Go over the listing below line by line and tally those containing "Tskhinvali". Give only the tally.
━━━━━━━━━━━━━━━━━━━━━━━━━━━━━━
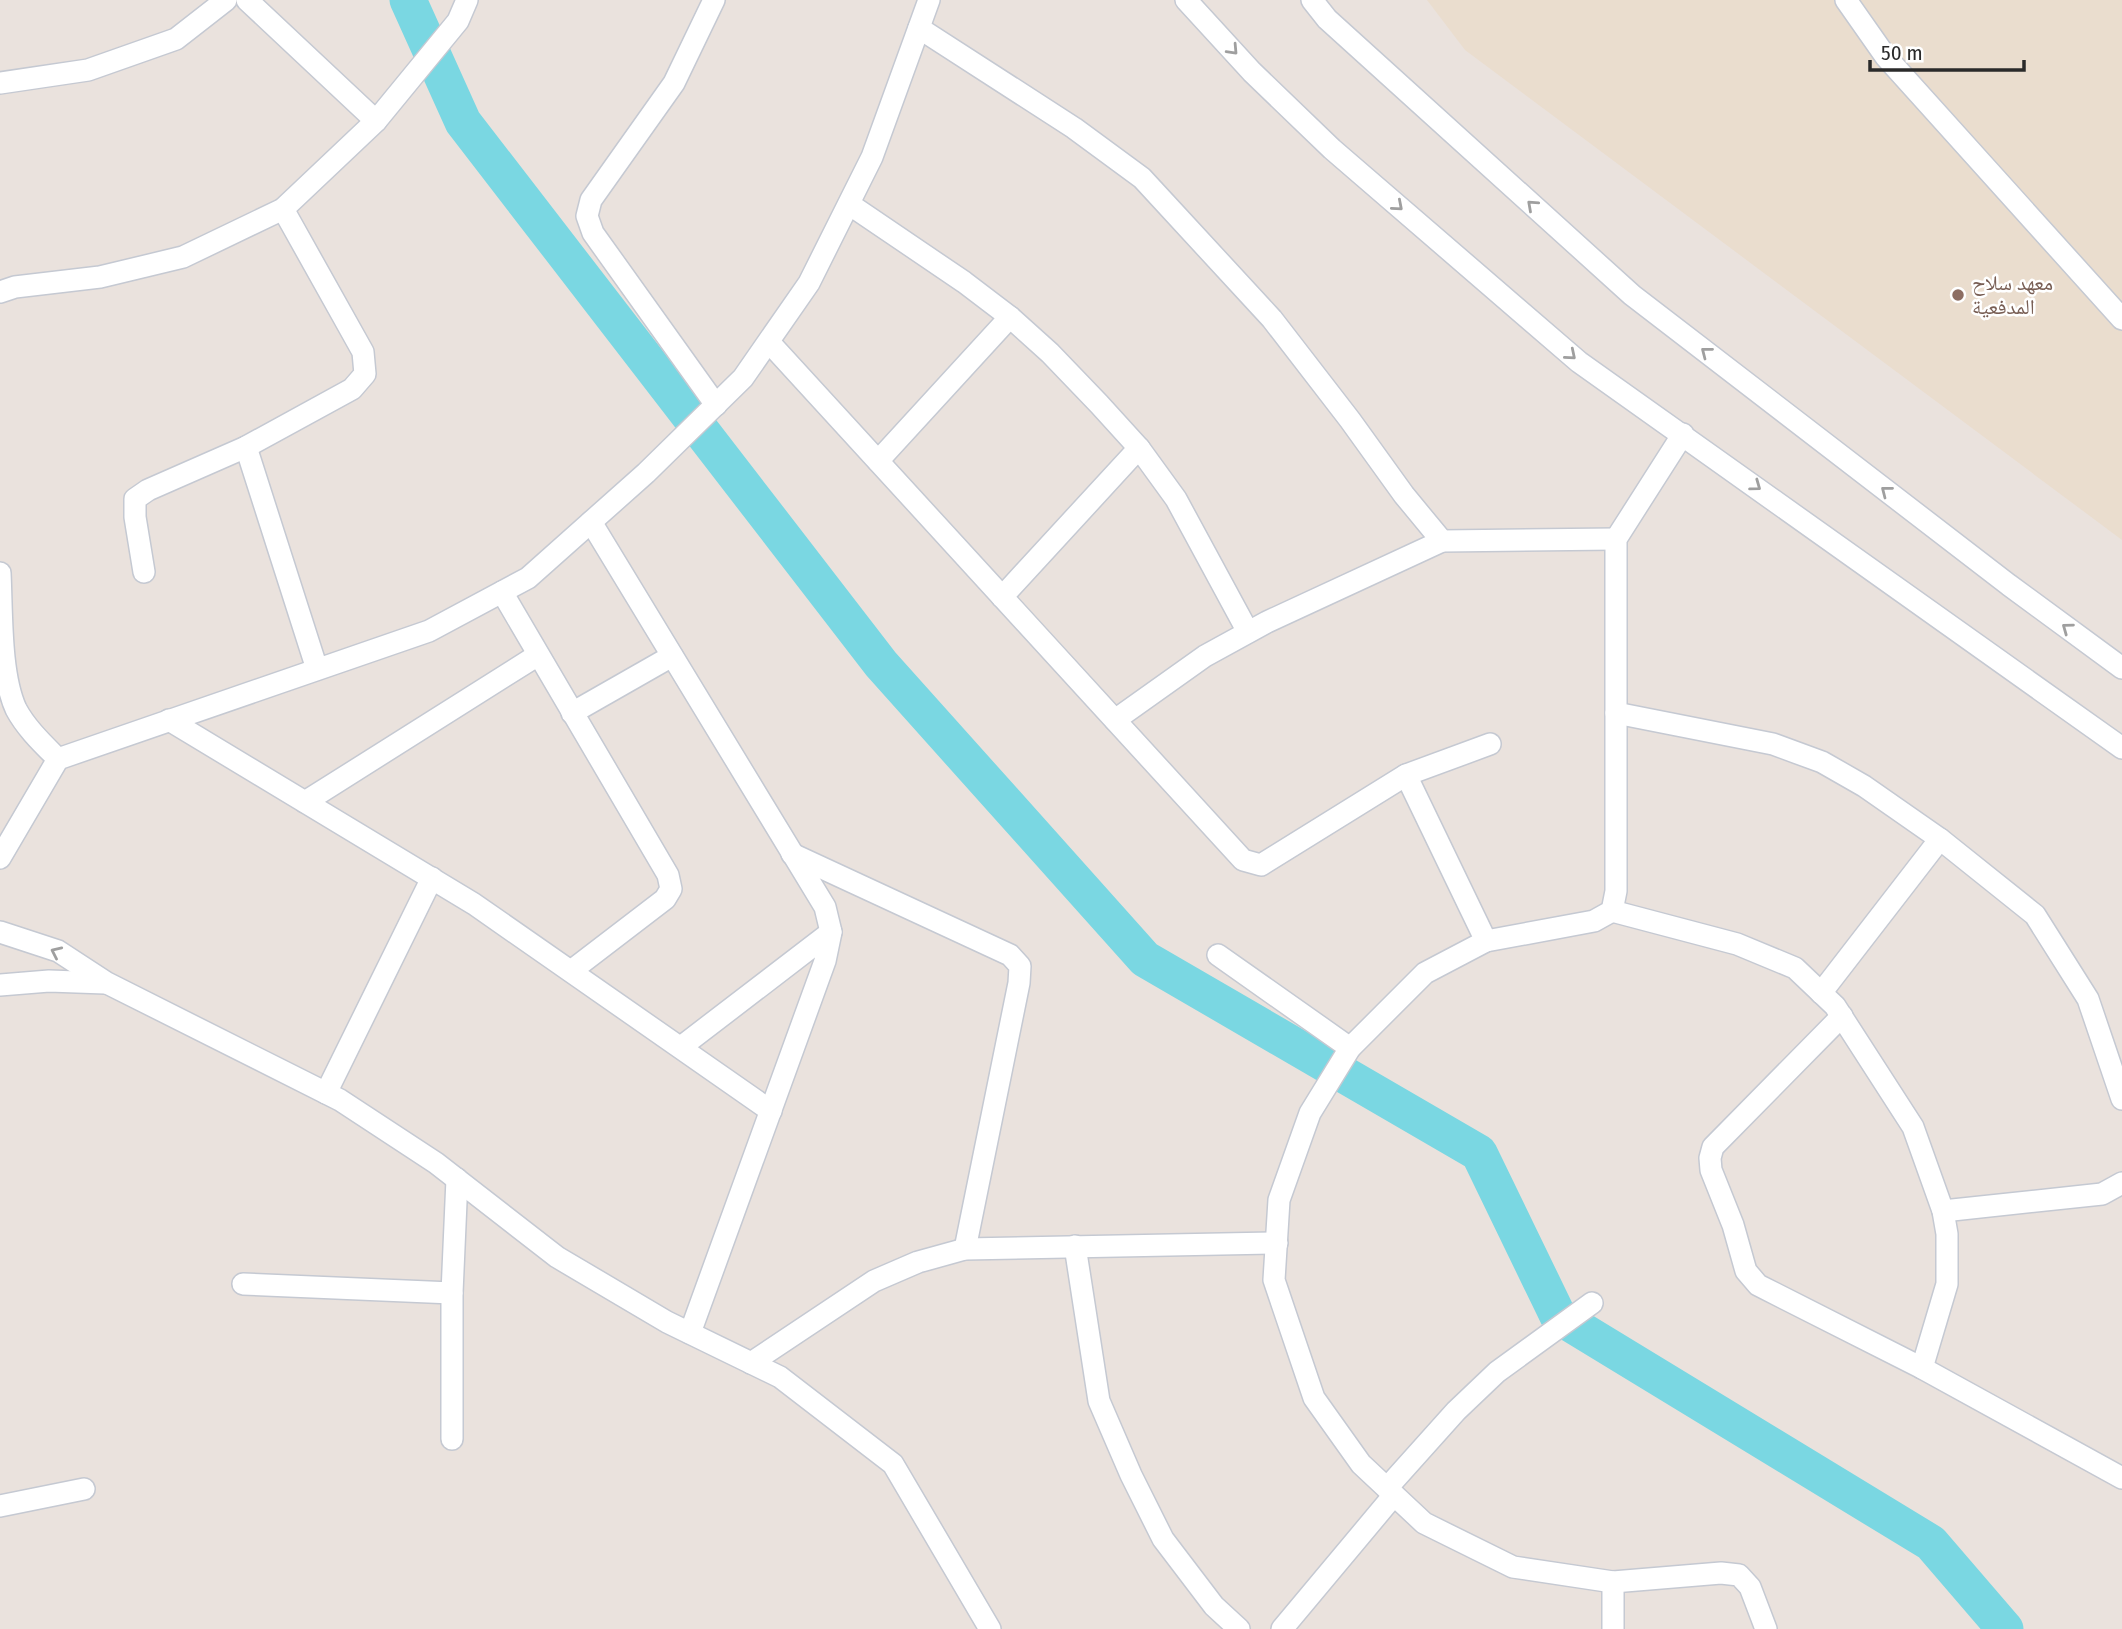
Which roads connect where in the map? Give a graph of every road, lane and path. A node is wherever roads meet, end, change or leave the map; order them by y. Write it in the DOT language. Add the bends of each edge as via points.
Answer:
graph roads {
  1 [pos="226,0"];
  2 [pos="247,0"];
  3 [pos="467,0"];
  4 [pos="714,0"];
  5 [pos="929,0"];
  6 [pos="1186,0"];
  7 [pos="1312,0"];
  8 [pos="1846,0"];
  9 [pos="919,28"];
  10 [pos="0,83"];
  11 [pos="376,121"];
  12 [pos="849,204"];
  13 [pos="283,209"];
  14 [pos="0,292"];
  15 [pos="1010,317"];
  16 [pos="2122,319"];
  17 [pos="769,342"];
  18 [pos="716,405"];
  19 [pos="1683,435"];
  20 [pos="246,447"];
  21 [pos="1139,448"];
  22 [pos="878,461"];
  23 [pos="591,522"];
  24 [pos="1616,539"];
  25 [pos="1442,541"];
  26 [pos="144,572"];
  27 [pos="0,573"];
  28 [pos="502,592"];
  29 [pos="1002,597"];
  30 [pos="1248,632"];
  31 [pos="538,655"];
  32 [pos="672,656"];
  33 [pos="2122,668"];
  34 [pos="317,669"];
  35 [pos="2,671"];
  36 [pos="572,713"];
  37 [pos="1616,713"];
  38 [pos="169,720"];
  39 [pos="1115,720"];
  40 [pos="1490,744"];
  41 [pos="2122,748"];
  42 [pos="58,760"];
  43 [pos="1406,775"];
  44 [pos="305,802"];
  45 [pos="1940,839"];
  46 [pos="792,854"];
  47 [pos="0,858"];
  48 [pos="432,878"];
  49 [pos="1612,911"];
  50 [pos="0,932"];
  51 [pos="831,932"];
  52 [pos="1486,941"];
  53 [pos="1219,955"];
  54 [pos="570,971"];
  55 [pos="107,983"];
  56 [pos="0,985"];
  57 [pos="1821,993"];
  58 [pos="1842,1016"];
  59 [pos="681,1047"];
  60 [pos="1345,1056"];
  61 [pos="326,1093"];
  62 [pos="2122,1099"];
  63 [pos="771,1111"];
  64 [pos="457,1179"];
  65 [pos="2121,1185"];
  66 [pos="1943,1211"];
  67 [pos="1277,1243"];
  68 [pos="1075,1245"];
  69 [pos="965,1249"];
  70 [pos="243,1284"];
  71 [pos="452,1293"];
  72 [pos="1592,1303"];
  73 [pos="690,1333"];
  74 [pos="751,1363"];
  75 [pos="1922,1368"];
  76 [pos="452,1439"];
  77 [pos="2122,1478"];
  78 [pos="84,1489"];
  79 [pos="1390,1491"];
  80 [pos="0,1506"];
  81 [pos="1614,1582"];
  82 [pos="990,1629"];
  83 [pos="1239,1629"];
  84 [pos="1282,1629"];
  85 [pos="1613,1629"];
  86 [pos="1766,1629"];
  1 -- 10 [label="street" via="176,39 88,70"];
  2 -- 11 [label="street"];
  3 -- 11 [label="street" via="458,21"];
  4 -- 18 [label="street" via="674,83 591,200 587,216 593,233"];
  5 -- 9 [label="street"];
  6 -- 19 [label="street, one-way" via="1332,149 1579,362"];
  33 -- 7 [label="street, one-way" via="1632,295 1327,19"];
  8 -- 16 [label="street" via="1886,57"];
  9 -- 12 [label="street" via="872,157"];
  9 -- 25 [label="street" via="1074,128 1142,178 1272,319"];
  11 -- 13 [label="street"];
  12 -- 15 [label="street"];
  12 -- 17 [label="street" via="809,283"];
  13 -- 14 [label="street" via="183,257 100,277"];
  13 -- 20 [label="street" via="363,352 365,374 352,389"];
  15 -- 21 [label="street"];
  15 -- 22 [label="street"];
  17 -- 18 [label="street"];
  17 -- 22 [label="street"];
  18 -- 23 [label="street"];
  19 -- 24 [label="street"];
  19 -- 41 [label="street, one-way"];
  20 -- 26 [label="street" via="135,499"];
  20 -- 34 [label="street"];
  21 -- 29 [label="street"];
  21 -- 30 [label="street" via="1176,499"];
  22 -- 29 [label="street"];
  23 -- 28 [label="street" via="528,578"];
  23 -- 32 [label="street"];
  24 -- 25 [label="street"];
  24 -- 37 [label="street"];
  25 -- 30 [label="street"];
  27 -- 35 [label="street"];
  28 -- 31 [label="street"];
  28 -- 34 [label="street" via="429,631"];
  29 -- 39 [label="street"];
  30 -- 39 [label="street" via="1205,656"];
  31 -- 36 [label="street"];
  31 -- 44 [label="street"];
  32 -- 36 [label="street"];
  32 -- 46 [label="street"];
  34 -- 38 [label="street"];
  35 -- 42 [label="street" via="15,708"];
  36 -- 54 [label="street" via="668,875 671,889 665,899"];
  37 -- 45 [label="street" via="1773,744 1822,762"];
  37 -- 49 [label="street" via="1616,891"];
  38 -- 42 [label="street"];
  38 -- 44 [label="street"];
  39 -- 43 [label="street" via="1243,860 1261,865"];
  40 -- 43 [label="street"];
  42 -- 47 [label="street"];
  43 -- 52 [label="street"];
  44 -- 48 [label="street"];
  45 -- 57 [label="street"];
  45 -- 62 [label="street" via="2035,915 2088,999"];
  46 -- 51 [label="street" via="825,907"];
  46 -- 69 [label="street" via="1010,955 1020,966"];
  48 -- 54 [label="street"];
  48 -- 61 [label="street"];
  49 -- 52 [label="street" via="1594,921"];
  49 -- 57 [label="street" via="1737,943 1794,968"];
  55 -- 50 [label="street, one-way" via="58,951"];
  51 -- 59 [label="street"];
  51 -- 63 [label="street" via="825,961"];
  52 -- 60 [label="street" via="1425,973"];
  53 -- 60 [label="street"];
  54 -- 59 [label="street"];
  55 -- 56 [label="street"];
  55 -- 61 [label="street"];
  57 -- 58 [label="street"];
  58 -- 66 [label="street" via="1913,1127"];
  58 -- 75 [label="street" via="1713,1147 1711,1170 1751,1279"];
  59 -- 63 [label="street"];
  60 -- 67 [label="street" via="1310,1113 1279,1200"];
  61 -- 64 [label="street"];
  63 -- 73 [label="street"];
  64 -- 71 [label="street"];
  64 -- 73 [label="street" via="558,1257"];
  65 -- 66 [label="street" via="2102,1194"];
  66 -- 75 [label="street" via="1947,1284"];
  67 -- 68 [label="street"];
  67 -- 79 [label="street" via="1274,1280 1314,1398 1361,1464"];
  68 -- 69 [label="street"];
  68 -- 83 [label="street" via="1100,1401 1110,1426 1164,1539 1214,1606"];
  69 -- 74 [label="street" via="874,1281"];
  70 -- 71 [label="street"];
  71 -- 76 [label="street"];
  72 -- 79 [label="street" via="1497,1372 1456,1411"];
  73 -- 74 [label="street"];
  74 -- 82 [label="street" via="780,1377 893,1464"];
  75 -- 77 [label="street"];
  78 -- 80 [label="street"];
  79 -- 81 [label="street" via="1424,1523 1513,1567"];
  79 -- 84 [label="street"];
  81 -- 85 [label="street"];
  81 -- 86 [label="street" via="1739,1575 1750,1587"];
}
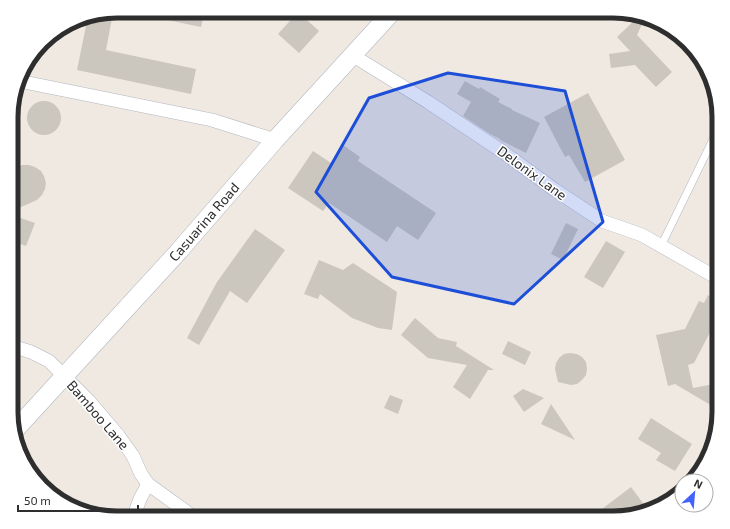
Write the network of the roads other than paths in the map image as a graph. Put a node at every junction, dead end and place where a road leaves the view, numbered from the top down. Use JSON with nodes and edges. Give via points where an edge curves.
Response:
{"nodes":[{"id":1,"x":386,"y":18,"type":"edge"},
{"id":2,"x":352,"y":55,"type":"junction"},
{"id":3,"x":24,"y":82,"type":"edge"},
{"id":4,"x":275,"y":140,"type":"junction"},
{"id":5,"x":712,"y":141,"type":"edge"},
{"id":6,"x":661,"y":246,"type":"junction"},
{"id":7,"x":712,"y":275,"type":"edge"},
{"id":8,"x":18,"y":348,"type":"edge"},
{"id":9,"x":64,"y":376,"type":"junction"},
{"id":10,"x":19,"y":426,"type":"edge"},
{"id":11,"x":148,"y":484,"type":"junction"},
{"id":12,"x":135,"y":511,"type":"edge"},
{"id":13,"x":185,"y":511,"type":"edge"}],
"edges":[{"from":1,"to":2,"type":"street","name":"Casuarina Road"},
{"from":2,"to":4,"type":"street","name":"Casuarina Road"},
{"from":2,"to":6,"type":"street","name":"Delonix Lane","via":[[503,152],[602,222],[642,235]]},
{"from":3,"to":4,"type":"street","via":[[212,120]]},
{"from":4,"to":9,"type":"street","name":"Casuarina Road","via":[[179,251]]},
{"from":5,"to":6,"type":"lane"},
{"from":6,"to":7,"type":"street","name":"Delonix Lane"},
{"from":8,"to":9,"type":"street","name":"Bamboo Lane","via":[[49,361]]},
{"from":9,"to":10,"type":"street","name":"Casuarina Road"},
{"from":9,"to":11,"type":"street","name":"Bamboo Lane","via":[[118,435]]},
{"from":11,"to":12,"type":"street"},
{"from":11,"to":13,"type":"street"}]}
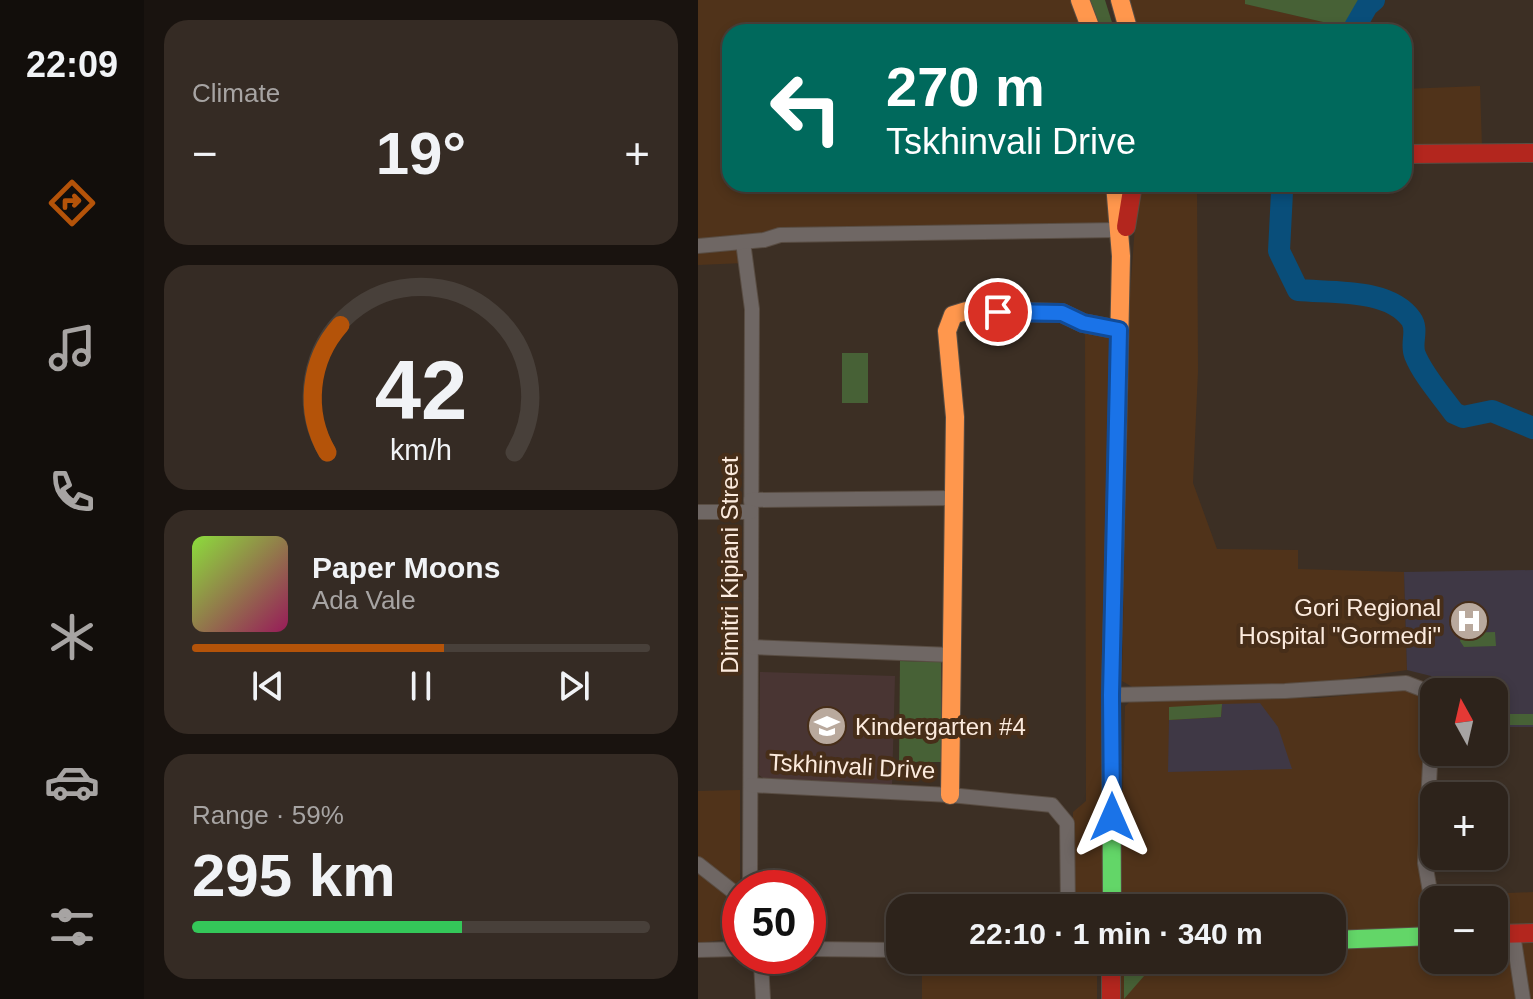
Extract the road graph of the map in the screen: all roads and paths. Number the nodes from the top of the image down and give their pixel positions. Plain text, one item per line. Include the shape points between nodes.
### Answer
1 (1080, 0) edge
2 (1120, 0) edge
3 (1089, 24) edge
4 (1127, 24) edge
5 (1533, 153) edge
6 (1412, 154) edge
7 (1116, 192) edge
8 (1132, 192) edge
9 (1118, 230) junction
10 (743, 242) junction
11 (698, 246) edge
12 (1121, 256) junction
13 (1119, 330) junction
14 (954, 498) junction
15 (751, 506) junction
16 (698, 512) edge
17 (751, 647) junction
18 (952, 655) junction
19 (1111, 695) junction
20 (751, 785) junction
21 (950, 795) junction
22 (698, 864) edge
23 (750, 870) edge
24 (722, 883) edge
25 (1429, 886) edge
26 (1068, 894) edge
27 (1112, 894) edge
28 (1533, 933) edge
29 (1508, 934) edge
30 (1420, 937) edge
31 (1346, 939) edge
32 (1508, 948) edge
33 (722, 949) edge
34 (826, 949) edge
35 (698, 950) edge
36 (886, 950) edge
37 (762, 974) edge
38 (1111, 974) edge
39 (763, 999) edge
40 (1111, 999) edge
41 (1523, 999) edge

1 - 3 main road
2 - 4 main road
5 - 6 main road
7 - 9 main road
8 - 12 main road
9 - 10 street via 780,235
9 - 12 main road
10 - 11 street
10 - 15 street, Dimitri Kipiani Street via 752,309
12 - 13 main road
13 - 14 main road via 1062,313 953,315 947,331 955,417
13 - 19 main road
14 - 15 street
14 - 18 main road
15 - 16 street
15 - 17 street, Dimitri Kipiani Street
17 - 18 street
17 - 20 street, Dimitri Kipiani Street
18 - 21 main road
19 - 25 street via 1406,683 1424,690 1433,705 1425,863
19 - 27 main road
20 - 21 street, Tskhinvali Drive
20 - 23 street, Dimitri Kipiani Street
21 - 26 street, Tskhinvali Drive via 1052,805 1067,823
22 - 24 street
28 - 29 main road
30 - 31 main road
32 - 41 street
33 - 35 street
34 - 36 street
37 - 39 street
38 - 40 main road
━━━━━━━━━━━━━━━━━━━━━━━━━━━━━━
> _OUTPUT FOR THIS TASK_
2